Spot drains require sloping and extra effort to push liquid toward one small hole in the floor. These are generally not an ideal choice for breweries.
Trench drains are a commonly used drain, but are not ideal for use in a brewery. Trench drains are covered by large grates that can break down over time and pose a risk of falling and injury. In addition, the insides of trench drains are filled with many corners and cracks, making it an ideal environment for bacteria. These bacteria can cause illness or contamination if not properly cleaned out of your drains.
Slot drains are the most popular drainage choice for a brewery. These types of drains are thin and long, able to span the entire length of a brewery. Due to their size, these types of drains don't require coverings and can be driven or walked over with ease. Slotted drains are also built from stainless steel and designed in such a way that there are no corners or cracks for bacteria to build up in. They are smooth and slick, able to be cleaned easily with a simple flushing solution.
Not only will your brewery floors be subject to spills, they’ll also have to deal with a variety of harsh, corrosive chemicals from time to time. Whether that be from malt enzymes, salt, sugar, yeast, alcohol, acid, or cleaning agents, your floors need to be able to handle it without deteriorating.
Make sure that your flooring material is able to withstand these chemicals, and add a chemical resistant coating if need be. In order to prevent a large-scale disaster, your flooring and its coating need to be able to handle prolonged exposure to any kind of chemical they might be exposed to.
Thermal Shock Resistance
Brewery floors are often exposed to a variety of temperatures. From boiling hot water to near freezing liquid, your floors will see it all. Average flooring would be ruined by this kind of constant variation in temperature, developing dangerous cracks and fissures due to the continuous contraction and expansion of the material.

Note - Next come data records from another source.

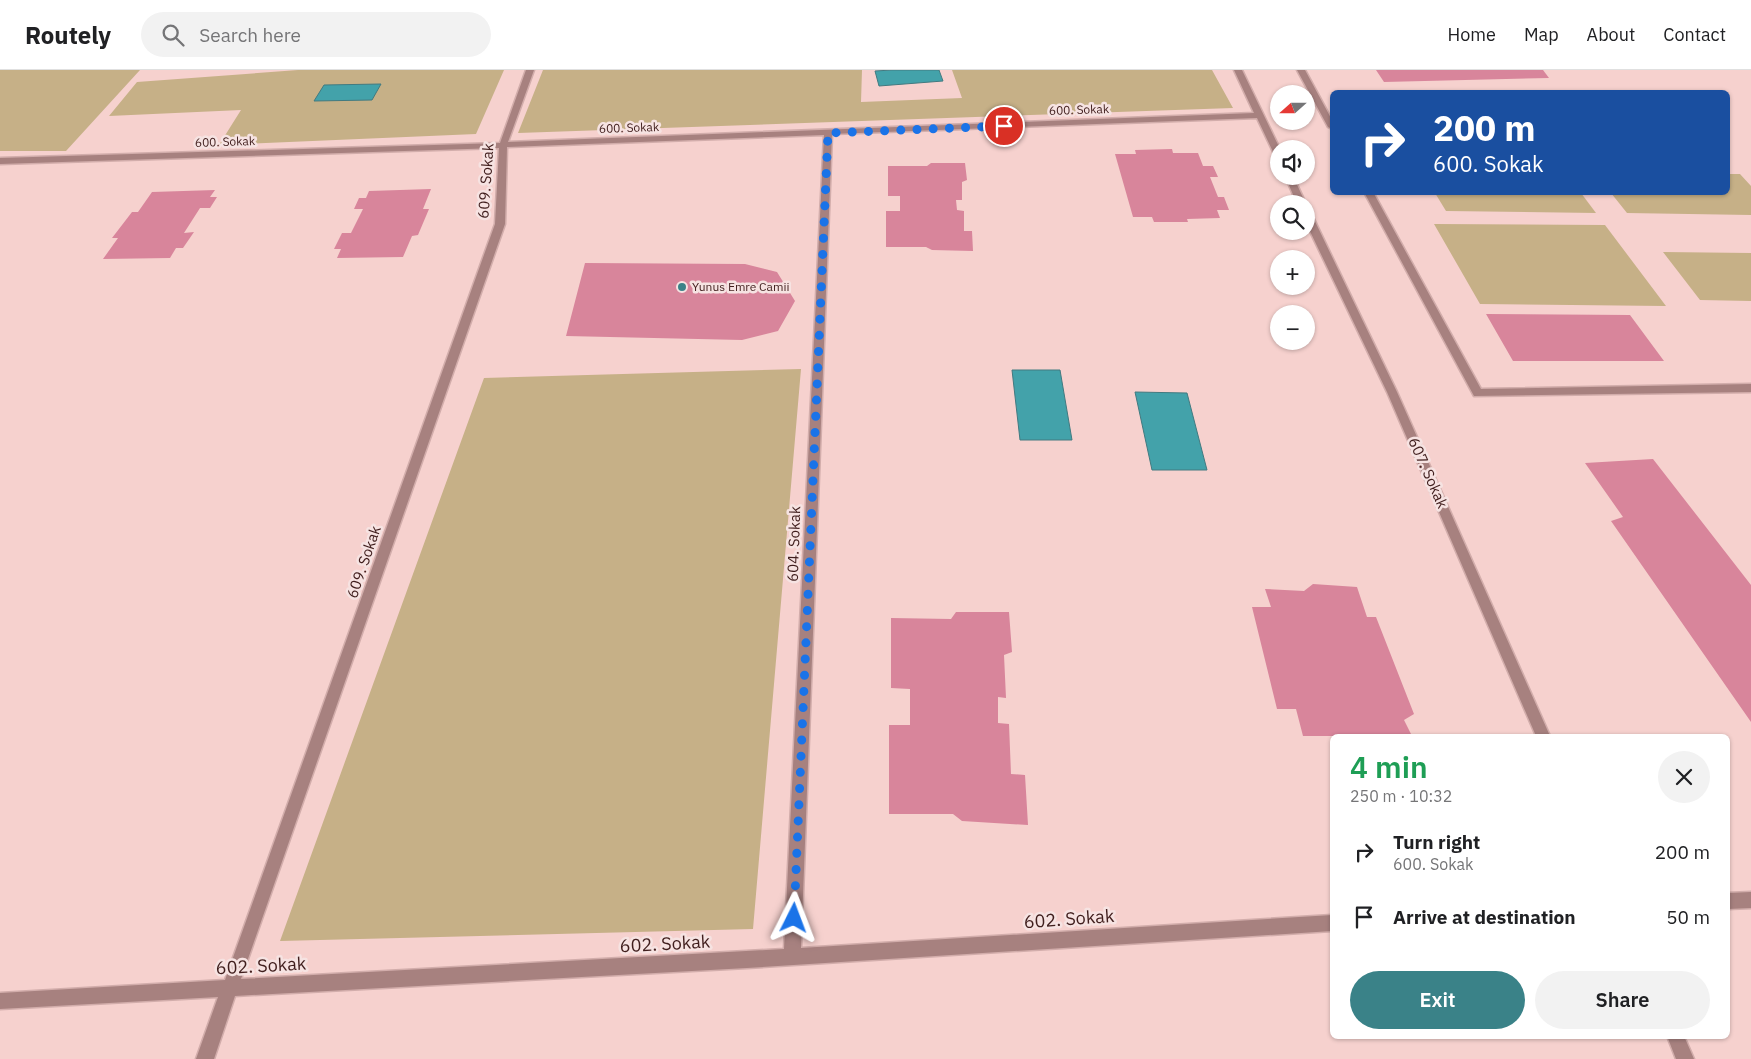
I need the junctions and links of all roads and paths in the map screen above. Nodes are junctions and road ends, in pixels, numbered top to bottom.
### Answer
1 (530, 70) edge
2 (1238, 70) edge
3 (1301, 70) edge
4 (1330, 106) edge
5 (1321, 107) junction
6 (1259, 115) junction
7 (1330, 123) edge
8 (828, 133) junction
9 (1271, 140) edge
10 (503, 145) junction
11 (0, 161) edge
12 (1370, 195) edge
13 (1315, 232) edge
14 (1751, 388) edge
15 (1542, 734) edge
16 (1751, 900) edge
17 (1730, 901) edge
18 (1330, 923) edge
19 (792, 957) junction
20 (231, 988) junction
21 (0, 1001) edge
22 (1676, 1039) edge
23 (205, 1059) edge
24 (1685, 1059) edge

1 - 10 street, 609. Sokak
2 - 6 street
3 - 5 street
4 - 5 street
5 - 7 street
6 - 8 street, 600. Sokak
6 - 9 street
8 - 10 street, 600. Sokak
8 - 19 street, 604. Sokak
10 - 11 street, 600. Sokak
10 - 20 street, 609. Sokak
12 - 14 street
13 - 15 street, 607. Sokak
16 - 17 street
18 - 19 street, 602. Sokak
19 - 20 street, 602. Sokak
20 - 21 street, 602. Sokak
20 - 23 street, 609. Sokak
22 - 24 street

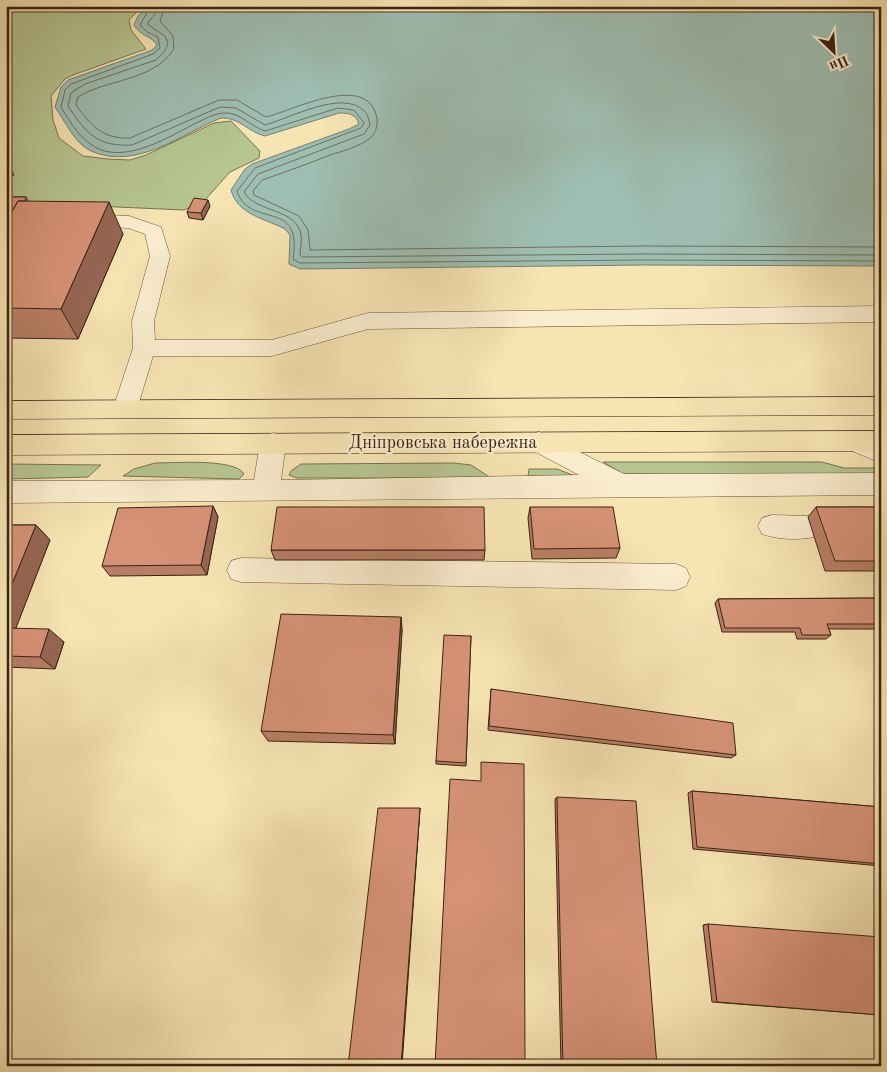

One of the best ways to prevent your brewery floors from cracking is to coat them in urethane. This substance is used for thermal-shock resistance and helps facilities all over the world prevent their flooring from developing fissures due to temperature variation.
This is because urethane expands and contracts at a similar rate as concrete slabs, allowing for a natural cycle of expansion/contraction without it leading to cracking or delamination.
In order to prevent a catastrophic brewery floor failure within your facility, durable flooring is a must. From heavy kegs to tanks, pallets, trolleys, forklifts, hoses, and other heavy machinery/equipment, flooring is subject to continuous heavy abuse from equipment weighing thousands of pounds - if not more. This kind of heavy load can cause floors to chip, scrape, crack, and develop dangerous deformities that are a major safety hazard to everyone working in your brewery.
If you don't need to fortify your entire brewery floor, marking off areas that shouldn’t be walked or driven on with epoxy is a great choice.
For those areas of your flooring that you’ve designated for heavy equipment and machinery, you can use a coating to make it more durable. Urethane will work well in this situation again, as it’s great for acting as a sealant while simultaneously making your floor harder to crack. With a protective coating such as urethane, you can move heavy equipment and machinery freely, without having to worry about your floors getting damaged.
If you do already have some cracks in your flooring, a urethane coating can help prevent them from getting bigger or from anything seeping down into them and causing further damage.